The client component handles local training and server communication:

  • Local model training

  • Secure update submission

  • Data privacy preservation

  • Training metrics collection

The server coordinates the federated process:

  • Global model distribution

  • Update aggregation

  • Training coordination

  • Client synchronization

The coordinator manages the overall training process:

  • Round management

  • Client tracking

  • Progress monitoring

  • Checkpointing

Installation

Basic Installation

Install using pip:

pip install nanofed
Development Installation

For development:

git clone https://github.com/camille-004/nanofed.git
cd nanofed
make install

Requirements

Required Dependencies

  • Python >=3.10

  • PyTorch

  • aiohttp

  • pydantic

Getting Help

🐛 Issue Tracker

Report bugs and request features on our GitHub issue tracker.
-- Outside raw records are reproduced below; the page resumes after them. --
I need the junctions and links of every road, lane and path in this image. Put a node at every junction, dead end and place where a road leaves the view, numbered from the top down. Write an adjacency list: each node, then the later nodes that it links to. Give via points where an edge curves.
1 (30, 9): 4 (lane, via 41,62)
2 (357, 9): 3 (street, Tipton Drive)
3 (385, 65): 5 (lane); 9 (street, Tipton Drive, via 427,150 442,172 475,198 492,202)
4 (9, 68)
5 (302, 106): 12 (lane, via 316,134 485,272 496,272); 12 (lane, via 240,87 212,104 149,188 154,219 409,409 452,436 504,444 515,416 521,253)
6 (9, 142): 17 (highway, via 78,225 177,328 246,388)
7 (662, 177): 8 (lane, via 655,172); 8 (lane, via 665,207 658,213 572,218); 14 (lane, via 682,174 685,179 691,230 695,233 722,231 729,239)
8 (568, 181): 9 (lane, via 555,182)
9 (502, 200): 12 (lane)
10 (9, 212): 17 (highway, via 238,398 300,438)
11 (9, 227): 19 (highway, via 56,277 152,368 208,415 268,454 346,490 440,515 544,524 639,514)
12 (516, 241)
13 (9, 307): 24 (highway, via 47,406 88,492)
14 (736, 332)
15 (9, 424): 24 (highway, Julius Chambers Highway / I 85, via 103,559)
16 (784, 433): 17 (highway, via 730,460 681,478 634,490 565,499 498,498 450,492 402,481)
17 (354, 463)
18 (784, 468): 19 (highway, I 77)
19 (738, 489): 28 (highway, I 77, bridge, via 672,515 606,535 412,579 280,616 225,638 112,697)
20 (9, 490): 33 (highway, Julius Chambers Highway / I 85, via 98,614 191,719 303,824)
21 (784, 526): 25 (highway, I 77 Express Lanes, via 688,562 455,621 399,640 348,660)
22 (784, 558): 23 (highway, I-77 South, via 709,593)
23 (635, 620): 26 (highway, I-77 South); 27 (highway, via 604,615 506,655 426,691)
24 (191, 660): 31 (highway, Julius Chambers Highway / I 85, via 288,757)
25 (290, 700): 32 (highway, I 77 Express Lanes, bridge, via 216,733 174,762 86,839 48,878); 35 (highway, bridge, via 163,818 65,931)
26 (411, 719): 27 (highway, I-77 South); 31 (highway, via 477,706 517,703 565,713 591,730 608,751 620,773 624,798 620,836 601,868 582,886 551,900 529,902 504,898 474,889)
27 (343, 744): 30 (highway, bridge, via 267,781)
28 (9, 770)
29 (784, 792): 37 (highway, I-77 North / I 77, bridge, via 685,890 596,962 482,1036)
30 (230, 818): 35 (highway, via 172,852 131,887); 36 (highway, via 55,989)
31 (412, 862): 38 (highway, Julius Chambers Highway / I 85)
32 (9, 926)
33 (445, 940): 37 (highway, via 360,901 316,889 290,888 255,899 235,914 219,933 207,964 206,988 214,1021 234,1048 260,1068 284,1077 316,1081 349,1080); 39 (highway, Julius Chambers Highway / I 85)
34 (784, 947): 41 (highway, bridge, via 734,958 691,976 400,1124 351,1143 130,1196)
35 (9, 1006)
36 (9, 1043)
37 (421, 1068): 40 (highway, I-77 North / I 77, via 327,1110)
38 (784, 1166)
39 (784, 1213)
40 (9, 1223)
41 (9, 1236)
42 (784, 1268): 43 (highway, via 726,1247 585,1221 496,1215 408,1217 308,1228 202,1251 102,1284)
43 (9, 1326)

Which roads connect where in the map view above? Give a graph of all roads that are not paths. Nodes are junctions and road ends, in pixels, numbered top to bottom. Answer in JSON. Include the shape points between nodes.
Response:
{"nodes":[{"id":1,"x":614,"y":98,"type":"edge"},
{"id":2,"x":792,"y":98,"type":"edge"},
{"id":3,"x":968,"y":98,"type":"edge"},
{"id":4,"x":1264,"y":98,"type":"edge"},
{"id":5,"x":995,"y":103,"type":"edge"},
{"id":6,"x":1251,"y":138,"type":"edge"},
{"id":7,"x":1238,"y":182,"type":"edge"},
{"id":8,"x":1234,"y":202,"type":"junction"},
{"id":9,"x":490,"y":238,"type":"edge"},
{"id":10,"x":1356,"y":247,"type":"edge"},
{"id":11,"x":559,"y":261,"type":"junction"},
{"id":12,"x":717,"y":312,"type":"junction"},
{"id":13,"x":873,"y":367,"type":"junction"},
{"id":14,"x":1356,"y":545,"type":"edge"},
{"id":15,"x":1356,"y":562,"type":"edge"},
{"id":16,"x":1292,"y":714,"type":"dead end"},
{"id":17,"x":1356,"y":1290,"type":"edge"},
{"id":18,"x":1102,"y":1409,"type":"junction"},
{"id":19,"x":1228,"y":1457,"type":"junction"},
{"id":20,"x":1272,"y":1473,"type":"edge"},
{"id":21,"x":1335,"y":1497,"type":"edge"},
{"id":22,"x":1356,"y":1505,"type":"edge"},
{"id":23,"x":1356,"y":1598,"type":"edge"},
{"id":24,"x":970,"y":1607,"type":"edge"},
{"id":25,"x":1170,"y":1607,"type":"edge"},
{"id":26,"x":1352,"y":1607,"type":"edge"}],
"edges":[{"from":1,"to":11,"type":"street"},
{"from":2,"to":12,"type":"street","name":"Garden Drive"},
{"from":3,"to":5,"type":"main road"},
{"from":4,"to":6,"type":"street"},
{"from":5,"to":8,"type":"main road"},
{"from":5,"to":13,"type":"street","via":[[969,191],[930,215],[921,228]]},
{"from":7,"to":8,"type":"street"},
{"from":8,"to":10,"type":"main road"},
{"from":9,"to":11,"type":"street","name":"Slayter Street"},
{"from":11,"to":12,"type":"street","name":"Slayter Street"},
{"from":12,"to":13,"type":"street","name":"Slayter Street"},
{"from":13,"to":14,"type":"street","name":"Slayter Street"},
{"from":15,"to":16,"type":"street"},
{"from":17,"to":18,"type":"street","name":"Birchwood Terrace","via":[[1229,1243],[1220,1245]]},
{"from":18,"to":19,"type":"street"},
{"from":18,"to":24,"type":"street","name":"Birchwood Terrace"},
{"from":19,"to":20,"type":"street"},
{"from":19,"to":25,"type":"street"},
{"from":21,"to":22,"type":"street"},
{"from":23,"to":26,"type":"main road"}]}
https://github.com/camille-004/nanofed/issues
📚 Documentation

Read our comprehensive documentation and guides.

https://nanofed.readthedocs.io
📖 Source Code

Browse the source code on GitHub.

https://github.com/camille-004/nanofed

Warning

This is a beta release. While the core functionality is stable, APIs may change in future versions. Please report any issues you encounter.

License

NanoFed is available under the GPL-3.0 License.